Aber dann besinne ich mich. All dies ist unmöglich, schon mein Sich-vor-Else-Gehen-Lassen eben war ganz unmöglich.
»Nein, Else«, sage ich und stehe auf, »es ist sehr nett von dir, daß du mich ein wenig trösten willst, aber ich gehe jetzt besser auch ins Geschäft. Sollte ich meine Frau verfehlen, sage ihr bitte, ich sei auch ins Geschäft gegangen.« Ich wende mich zum Gehen. Plötzlich wird es mir schwer, aus der Küche und von diesem freundlichen Mädchen fortzugehen. Ich stehe dann noch einen Augenblick unter der Tür und sehe sie an. Es fällt mir auf, wie blaß ihr Gesicht ist und wie gut die dunklen, hochgeschwungenen Augenbrauen dazu passen.

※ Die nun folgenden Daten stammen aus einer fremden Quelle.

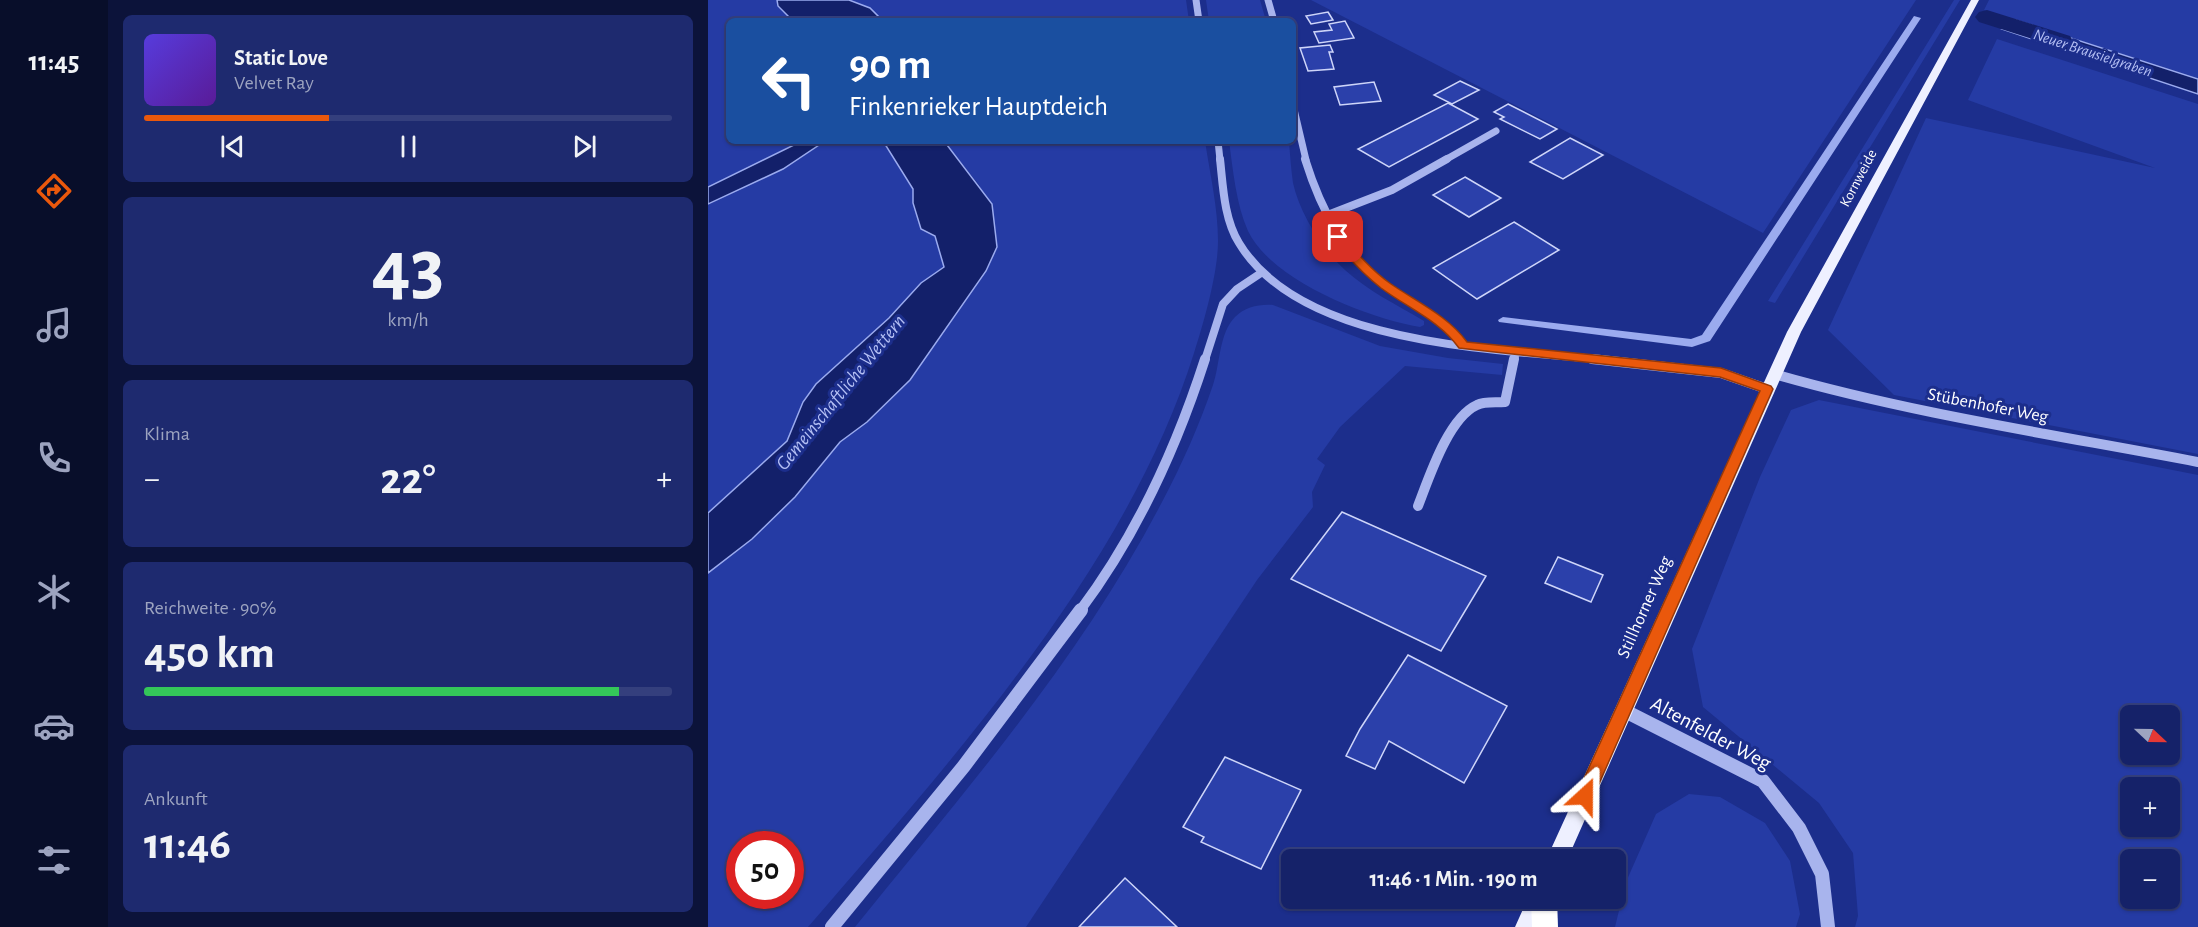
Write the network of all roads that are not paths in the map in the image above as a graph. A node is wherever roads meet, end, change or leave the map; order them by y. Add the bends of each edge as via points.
1 (1196, 0) edge
2 (1268, 0) edge
3 (1974, 0) edge
4 (1199, 18) edge
5 (1273, 18) edge
6 (1296, 118) edge
7 (1496, 131) dead end
8 (1218, 144) edge
9 (1325, 216) junction
10 (1261, 273) junction
11 (1464, 345) junction
12 (1516, 351) junction
13 (1771, 381) junction
14 (2198, 462) edge
15 (1418, 506) dead end
16 (1623, 710) junction
17 (1561, 849) edge
18 (1534, 909) edge
19 (1544, 909) edge
20 (832, 927) edge
21 (1526, 927) edge
22 (1545, 927) edge
23 (1828, 927) edge

1 - 4 street
2 - 5 street
3 - 13 main road, Kornweide
6 - 9 street via 1310,179
7 - 9 street via 1392,189
8 - 10 street, Stübenhofer Weg via 1232,228 1239,245
9 - 11 street via 1360,264 1453,330
10 - 11 street, Stübenhofer Weg via 1287,292 1350,320 1417,339
10 - 20 street via 1223,304 1169,460 1098,587 964,766
11 - 12 street, Stübenhofer Weg
12 - 13 street, Stübenhofer Weg
12 - 15 street via 1505,402 1476,405 1463,414 1437,459
13 - 14 street, Stübenhofer Weg via 1807,384
13 - 16 main road, Stillhorner Weg
16 - 17 main road, Stillhorner Weg
16 - 23 street, Altenfelder Weg via 1763,781 1799,828 1822,874
18 - 21 main road
19 - 22 highway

»Ich habe viele Sorgen, Else«, sage ich unvermittelt, »und ich habe keinen, Else, der mir beisteht.« Ich wiederhole mit Nachdruck: »Keinen und keine, Else, du verstehst mich?! -«
»Ja, Herr Sommer«, antwortet sie leise.
»Ich danke dir, Else, daß du so nett zu mir warst«, sage ich noch und gehe. Erst als ich mich im Badezimmer zurechtmache, fällt mir ein, daß ich soeben Magda verraten habe. Verraten und betrogen. Betrogen und belogen. Aber gleich zucke ich die Achseln: Recht so! Immer tiefer hinab. Immer schneller hinein.
Nun gibt es doch kein Halten mehr!
Vorsichtig ging ich den Weg zu meinem Geschäft, vorsichtig, denn ich wollte es um jeden Preis vermeiden, Magda auf der Straße zu treffen. Dann stand ich auf der anderen Straßenseite im Schatten einer Einfahrt und sah zu den fünf Parterrefenstern meiner Firma hinüber. Zwei, mein Chefbüro, waren erleuchtet, und manchmal sah ich auf den Milchglasscheiben die Schattenrisse zweier Gestalten: Magdas und die meines Buchhalters Hinzpeter. Sie machen Bilanz! sagte ich mir mit einem tiefen Erschrecken, und doch war diesem Erschrecken ein Gefühl der Erleichterung beigemischt, weil ich nun die Führung des Geschäftes in den tatkräftigen Händen Magdas wußte. Das sah ihr so recht ähnlich, sofort nach Erfahren der schlimmen Nachrichten sich volle Klarheit zu verschaffen, die Bilanz zu ziehen! Mit einem tiefen Seufzer wandte ich mich ab und ging durch die Stadt hindurch, aus ihr hinaus, aber nicht meinem Heim zu.